__What is required__: All of the data below must be reproduced word for word, but without its images.

__Saved data entries__:
-*-*-
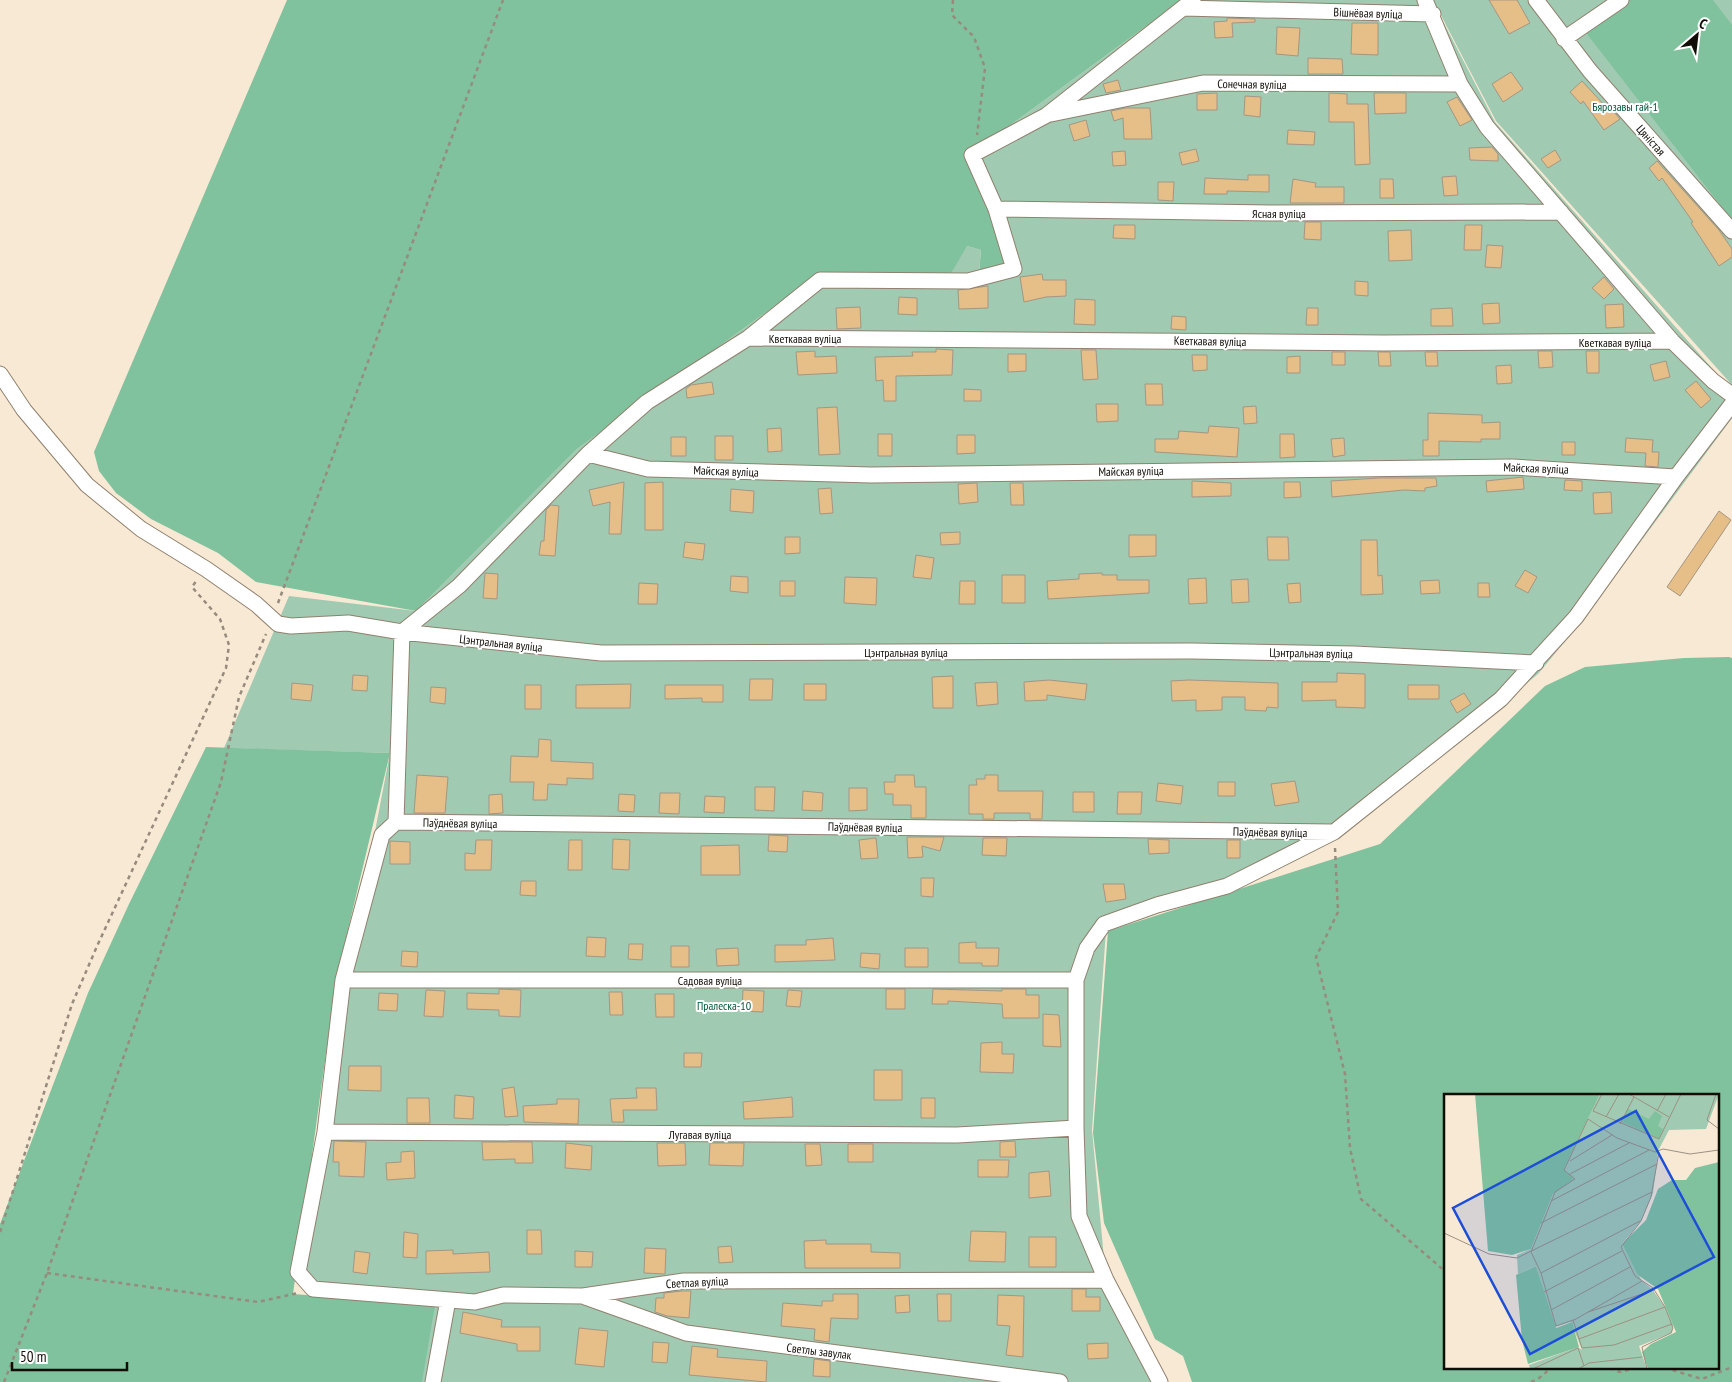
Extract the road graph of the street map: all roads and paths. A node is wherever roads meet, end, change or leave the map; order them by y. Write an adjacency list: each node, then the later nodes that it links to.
1 (503, 0): 23 (path)
2 (953, 0): 11 (path)
3 (1425, 0): 7 (street)
4 (1536, 0): 8 (street, Цяністая)
5 (1621, 0): 8 (street)
6 (1188, 4): 7 (street, Вішнёвая вуліца); 10 (street)
7 (1432, 14): 9 (street)
8 (1564, 39): 14 (street, Цяністая)
9 (1460, 84): 10 (street, Сонечная вуліца); 13 (street)
10 (1047, 115): 11 (street)
11 (975, 154): 12 (street)
12 (996, 210): 13 (street, Ясная вуліца); 15 (street)
13 (1562, 212): 16 (street)
14 (1732, 231)
15 (748, 338): 16 (street, Кветкавая вуліца); 20 (street)
16 (1672, 342): 18 (street)
17 (0, 374): 22 (street)
18 (1732, 395)
19 (1732, 404): 21 (street)
20 (588, 454): 21 (street, Майская вуліца); 24 (street)
21 (1676, 477): 25 (street)
22 (206, 569): 23 (street); 32 (path)
23 (275, 622): 24 (street, Цэнтральная вуліца); 34 (path)
24 (402, 632): 25 (street, Цэнтральная вуліца); 26 (street)
25 (1536, 663): 27 (street)
26 (396, 822): 27 (street, Паўднёвая вуліца); 28 (street)
27 (1334, 832): 29 (street); 33 (path)
28 (343, 980): 29 (street, Садовая вуліца); 31 (street)
29 (1076, 980): 30 (street)
30 (1076, 1128): 31 (street, Лугавая вуліца); 35 (street)
31 (325, 1132): 36 (street)
32 (0, 1232)
33 (1444, 1270)
34 (47, 1272): 36 (path); 44 (path)
35 (1106, 1280): 37 (street, Светлая вуліца); 47 (street)
36 (313, 1289): 38 (street, Светлая вуліца)
37 (583, 1296): 38 (street, Светлая вуліца); 46 (street, Светлы завулак)
38 (448, 1300): 45 (street)
39 (1732, 1367): 43 (path)
40 (1549, 1370): 48 (path)
41 (1615, 1370): 42 (path)
42 (1628, 1370)
43 (1672, 1370)
44 (4, 1382)
45 (433, 1382)
46 (1060, 1382)
47 (1160, 1382)
48 (1531, 1382)

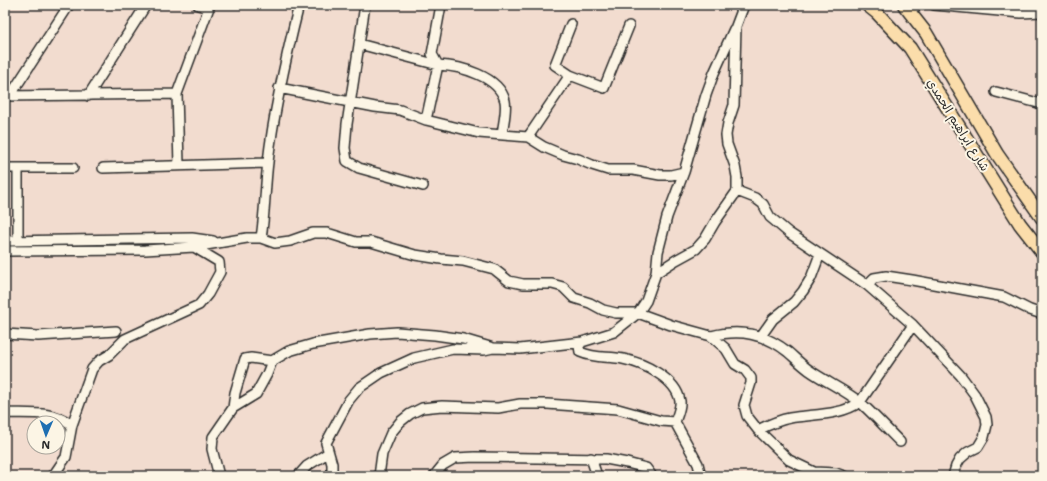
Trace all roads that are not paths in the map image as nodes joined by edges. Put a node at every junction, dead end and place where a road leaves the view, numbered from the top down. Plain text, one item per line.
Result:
1 (69, 5) edge
2 (146, 5) edge
3 (198, 5) edge
4 (299, 5) edge
5 (365, 5) edge
6 (441, 5) edge
7 (744, 5) edge
8 (868, 5) edge
9 (920, 5) edge
10 (934, 5) edge
11 (210, 6) edge
12 (906, 7) edge
13 (1042, 12) edge
14 (571, 24) dead end
15 (629, 26) dead end
16 (736, 26) junction
17 (359, 44) junction
18 (438, 65) junction
19 (570, 74) junction
20 (279, 88) junction
21 (996, 92) dead end
22 (177, 94) junction
23 (8, 96) edge
24 (88, 96) junction
25 (351, 101) junction
26 (1042, 104) edge
27 (426, 120) junction
28 (502, 134) junction
29 (528, 137) junction
30 (268, 163) junction
31 (180, 165) junction
32 (5, 168) edge
33 (18, 168) junction
34 (73, 168) dead end
35 (103, 168) dead end
36 (684, 172) junction
37 (423, 186) dead end
38 (737, 191) junction
39 (1041, 216) edge
40 (1020, 224) junction
41 (261, 238) junction
42 (5, 241) edge
43 (18, 241) junction
44 (193, 243) junction
45 (5, 251) edge
46 (1042, 252) edge
47 (820, 254) junction
48 (656, 273) junction
49 (867, 285) junction
50 (638, 313) junction
51 (1042, 314) edge
52 (913, 325) junction
53 (116, 331) dead end
54 (5, 334) edge
55 (711, 336) junction
56 (761, 336) junction
57 (582, 342) junction
58 (493, 348) junction
59 (272, 361) junction
60 (860, 402) junction
61 (233, 408) junction
62 (5, 413) edge
63 (675, 422) junction
64 (72, 425) junction
65 (758, 430) junction
66 (900, 442) dead end
67 (328, 453) junction
68 (591, 458) junction
69 (53, 476) edge
70 (219, 476) edge
71 (298, 476) edge
72 (332, 476) edge
73 (379, 476) edge
74 (434, 476) edge
75 (598, 476) edge
76 (652, 476) edge
77 (701, 476) edge
78 (844, 476) edge
79 (953, 476) edge

1 - 23 street
2 - 24 street
3 - 11 street
4 - 20 street
5 - 17 street
6 - 18 street
7 - 16 street
8 - 40 main road, شارع ابراهيم الحمدي
9 - 12 street
10 - 13 street
11 - 22 street
12 - 39 main road, شارع ابراهيم الحمدي
14 - 19 street
15 - 19 street
16 - 36 street
16 - 38 street
17 - 18 street
17 - 25 street
18 - 27 street
18 - 28 street
19 - 29 street
20 - 25 street
20 - 30 street
21 - 26 street
22 - 24 street
22 - 31 street
23 - 24 street
25 - 27 street
25 - 37 street
27 - 28 street
28 - 29 street
29 - 36 street
30 - 31 street
30 - 41 street
31 - 35 street
32 - 33 street
33 - 34 street
33 - 43 street
36 - 48 street
38 - 47 street
38 - 48 street
39 - 40 main road
40 - 46 main road, شارع ابراهيم الحمدي
41 - 44 street
41 - 50 street
42 - 43 street
43 - 44 street
44 - 45 street
44 - 64 street
47 - 49 street
47 - 56 street
48 - 50 street
49 - 51 street
49 - 52 street
50 - 55 street
50 - 57 street
52 - 60 street
52 - 79 street
53 - 54 street
55 - 56 street
55 - 65 street
56 - 60 street
57 - 58 street
57 - 63 street
58 - 59 street
58 - 67 street
59 - 61 street
59 - 61 street
60 - 65 street
60 - 66 street
61 - 70 street
62 - 64 street
63 - 73 street
63 - 77 street
64 - 69 street
65 - 78 street
67 - 71 street
67 - 72 street
68 - 74 street
68 - 75 street
68 - 76 street

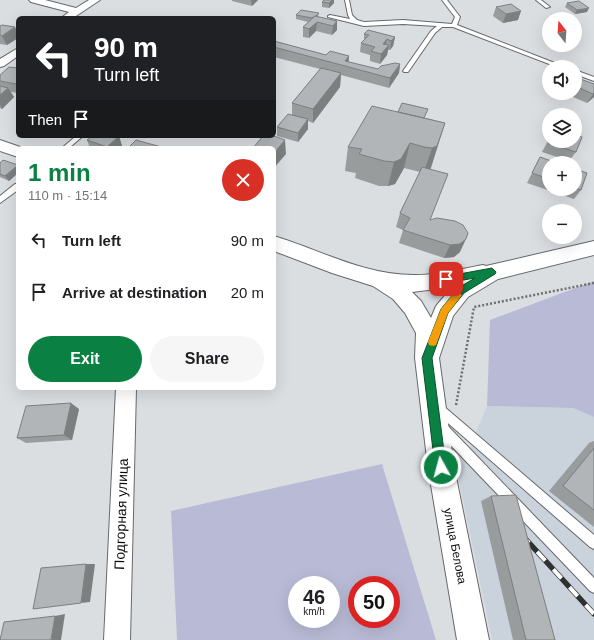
-*-*-
__Result of the exercise__:
Extract the road graph of the street map: all roads and paths. A node is wherever roads meet, end, change or leave the map; order them by y. Write an adjacency list: each node, then the later nodes that it links to.
1 (503, 0): 23 (path)
2 (953, 0): 11 (path)
3 (1425, 0): 7 (street)
4 (1536, 0): 8 (street, Цяністая)
5 (1621, 0): 8 (street)
6 (1188, 4): 7 (street, Вішнёвая вуліца); 10 (street)
7 (1432, 14): 9 (street)
8 (1564, 39): 14 (street, Цяністая)
9 (1460, 84): 10 (street, Сонечная вуліца); 13 (street)
10 (1047, 115): 11 (street)
11 (975, 154): 12 (street)
12 (996, 210): 13 (street, Ясная вуліца); 15 (street)
13 (1562, 212): 16 (street)
14 (1732, 231)
15 (748, 338): 16 (street, Кветкавая вуліца); 20 (street)
16 (1672, 342): 18 (street)
17 (0, 374): 22 (street)
18 (1732, 395)
19 (1732, 404): 21 (street)
20 (588, 454): 21 (street, Майская вуліца); 24 (street)
21 (1676, 477): 25 (street)
22 (206, 569): 23 (street); 32 (path)
23 (275, 622): 24 (street, Цэнтральная вуліца); 34 (path)
24 (402, 632): 25 (street, Цэнтральная вуліца); 26 (street)
25 (1536, 663): 27 (street)
26 (396, 822): 27 (street, Паўднёвая вуліца); 28 (street)
27 (1334, 832): 29 (street); 33 (path)
28 (343, 980): 29 (street, Садовая вуліца); 31 (street)
29 (1076, 980): 30 (street)
30 (1076, 1128): 31 (street, Лугавая вуліца); 35 (street)
31 (325, 1132): 36 (street)
32 (0, 1232)
33 (1444, 1270)
34 (47, 1272): 36 (path); 44 (path)
35 (1106, 1280): 37 (street, Светлая вуліца); 47 (street)
36 (313, 1289): 38 (street, Светлая вуліца)
37 (583, 1296): 38 (street, Светлая вуліца); 46 (street, Светлы завулак)
38 (448, 1300): 45 (street)
39 (1732, 1367): 43 (path)
40 (1549, 1370): 48 (path)
41 (1615, 1370): 42 (path)
42 (1628, 1370)
43 (1672, 1370)
44 (4, 1382)
45 (433, 1382)
46 (1060, 1382)
47 (1160, 1382)
48 (1531, 1382)

Trace all roads that are not paths in the map image as nodes joined by edges. Put a node at every junction, dead end and place where a road leaves the view, numbered from the top down. Plain text, one item per line.
Result:
1 (69, 5) edge
2 (146, 5) edge
3 (198, 5) edge
4 (299, 5) edge
5 (365, 5) edge
6 (441, 5) edge
7 (744, 5) edge
8 (868, 5) edge
9 (920, 5) edge
10 (934, 5) edge
11 (210, 6) edge
12 (906, 7) edge
13 (1042, 12) edge
14 (571, 24) dead end
15 (629, 26) dead end
16 (736, 26) junction
17 (359, 44) junction
18 (438, 65) junction
19 (570, 74) junction
20 (279, 88) junction
21 (996, 92) dead end
22 (177, 94) junction
23 (8, 96) edge
24 (88, 96) junction
25 (351, 101) junction
26 (1042, 104) edge
27 (426, 120) junction
28 (502, 134) junction
29 (528, 137) junction
30 (268, 163) junction
31 (180, 165) junction
32 (5, 168) edge
33 (18, 168) junction
34 (73, 168) dead end
35 (103, 168) dead end
36 (684, 172) junction
37 (423, 186) dead end
38 (737, 191) junction
39 (1041, 216) edge
40 (1020, 224) junction
41 (261, 238) junction
42 (5, 241) edge
43 (18, 241) junction
44 (193, 243) junction
45 (5, 251) edge
46 (1042, 252) edge
47 (820, 254) junction
48 (656, 273) junction
49 (867, 285) junction
50 (638, 313) junction
51 (1042, 314) edge
52 (913, 325) junction
53 (116, 331) dead end
54 (5, 334) edge
55 (711, 336) junction
56 (761, 336) junction
57 (582, 342) junction
58 (493, 348) junction
59 (272, 361) junction
60 (860, 402) junction
61 (233, 408) junction
62 (5, 413) edge
63 (675, 422) junction
64 (72, 425) junction
65 (758, 430) junction
66 (900, 442) dead end
67 (328, 453) junction
68 (591, 458) junction
69 (53, 476) edge
70 (219, 476) edge
71 (298, 476) edge
72 (332, 476) edge
73 (379, 476) edge
74 (434, 476) edge
75 (598, 476) edge
76 (652, 476) edge
77 (701, 476) edge
78 (844, 476) edge
79 (953, 476) edge

1 - 23 street
2 - 24 street
3 - 11 street
4 - 20 street
5 - 17 street
6 - 18 street
7 - 16 street
8 - 40 main road, شارع ابراهيم الحمدي
9 - 12 street
10 - 13 street
11 - 22 street
12 - 39 main road, شارع ابراهيم الحمدي
14 - 19 street
15 - 19 street
16 - 36 street
16 - 38 street
17 - 18 street
17 - 25 street
18 - 27 street
18 - 28 street
19 - 29 street
20 - 25 street
20 - 30 street
21 - 26 street
22 - 24 street
22 - 31 street
23 - 24 street
25 - 27 street
25 - 37 street
27 - 28 street
28 - 29 street
29 - 36 street
30 - 31 street
30 - 41 street
31 - 35 street
32 - 33 street
33 - 34 street
33 - 43 street
36 - 48 street
38 - 47 street
38 - 48 street
39 - 40 main road
40 - 46 main road, شارع ابراهيم الحمدي
41 - 44 street
41 - 50 street
42 - 43 street
43 - 44 street
44 - 45 street
44 - 64 street
47 - 49 street
47 - 56 street
48 - 50 street
49 - 51 street
49 - 52 street
50 - 55 street
50 - 57 street
52 - 60 street
52 - 79 street
53 - 54 street
55 - 56 street
55 - 65 street
56 - 60 street
57 - 58 street
57 - 63 street
58 - 59 street
58 - 67 street
59 - 61 street
59 - 61 street
60 - 65 street
60 - 66 street
61 - 70 street
62 - 64 street
63 - 73 street
63 - 77 street
64 - 69 street
65 - 78 street
67 - 71 street
67 - 72 street
68 - 74 street
68 - 75 street
68 - 76 street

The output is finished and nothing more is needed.